Years ago, I worked in the downtown district of a major metropolitan area. While the atmosphere was mostly professional people, there was a homeless presence. One day as I was walking to my car, I was approached by one of the homeless men I passed on the street. He asked for money – I refused and walked away.
He hurled insults at me. Heartless. Selfish. I kept walking, but the insults stayed with me. I went home feeling terrible. I felt his discouragement. I felt his pain. I even felt his hunger. So, how could I refuse to help someone in such dire straits?
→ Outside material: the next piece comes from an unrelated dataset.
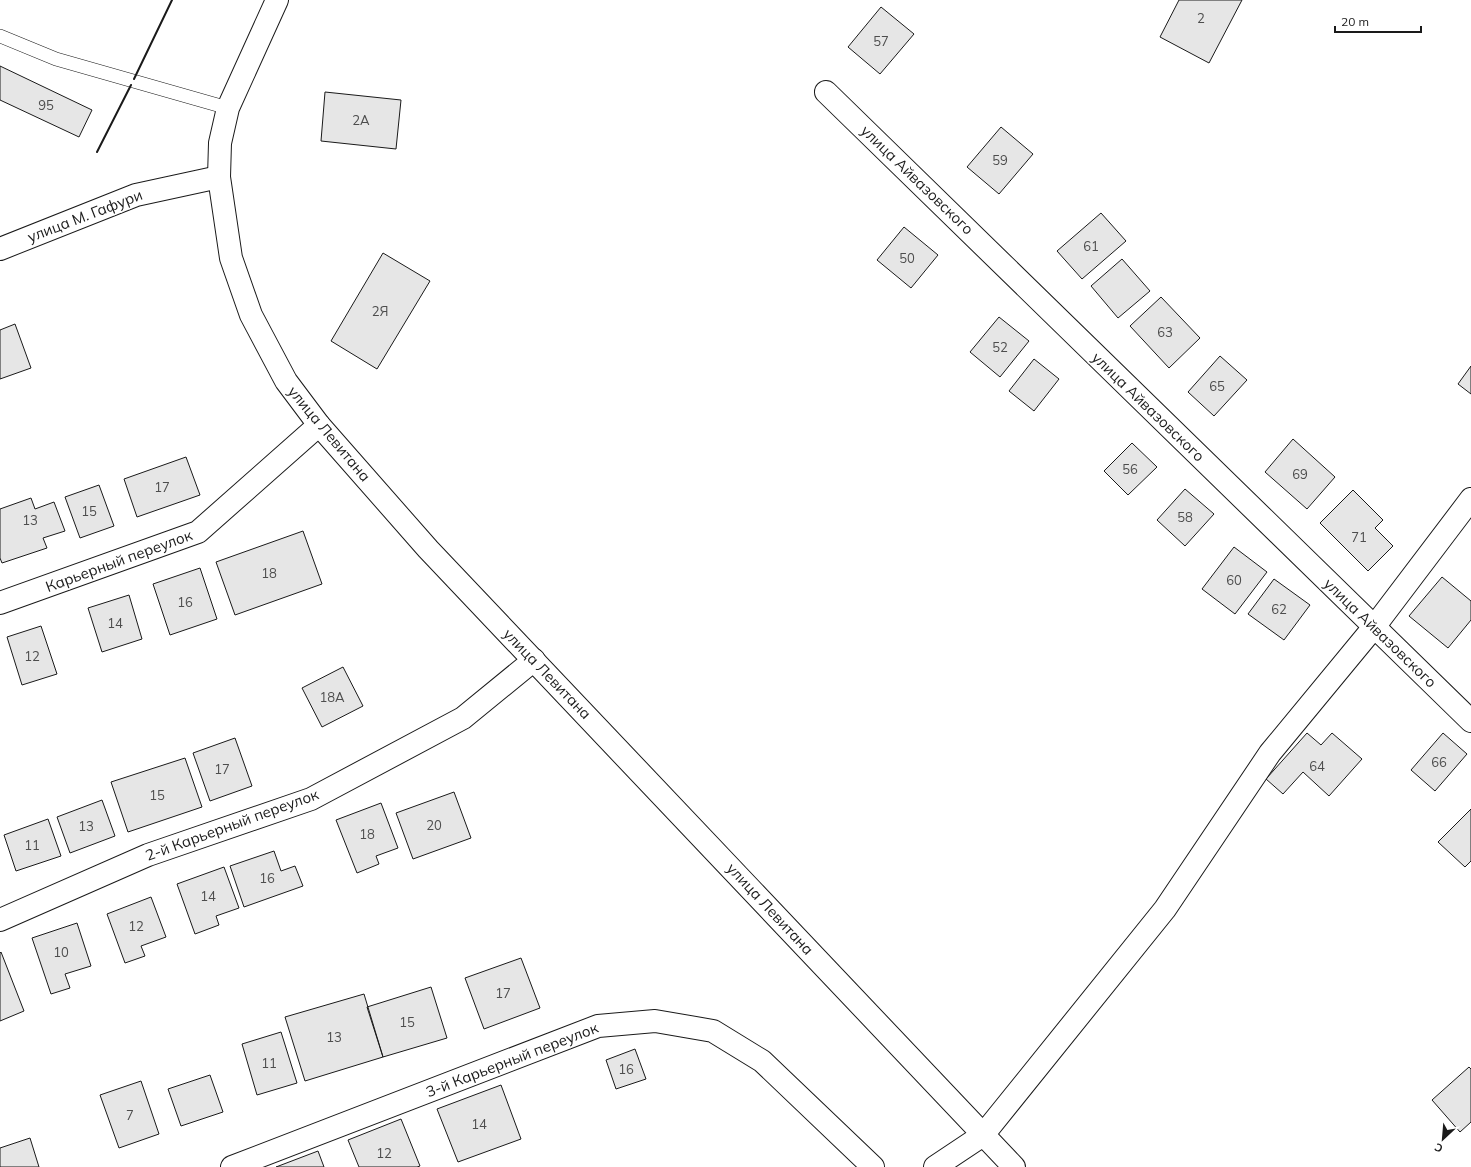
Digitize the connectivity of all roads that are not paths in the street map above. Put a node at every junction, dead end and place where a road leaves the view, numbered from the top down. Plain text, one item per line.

Was I lacking in empathy for this man?
Empathy is part of the array of human emotions. Most of us have some degree of empathy, and we are encouraged to build our empathy to become a better person. That makes it an emotion that we need to understand better.
There are three types of human empathy.
People who possess cognitive empathy are able to see a situation from another person’s perspective. You can imagine what it is like to be “in that person’s shoes.” Often called perspective-taking, we can build our cognitive empathy by being open-minded. As we open to other’s experiences, we can accept where people are coming from and mentally comprehend their pain.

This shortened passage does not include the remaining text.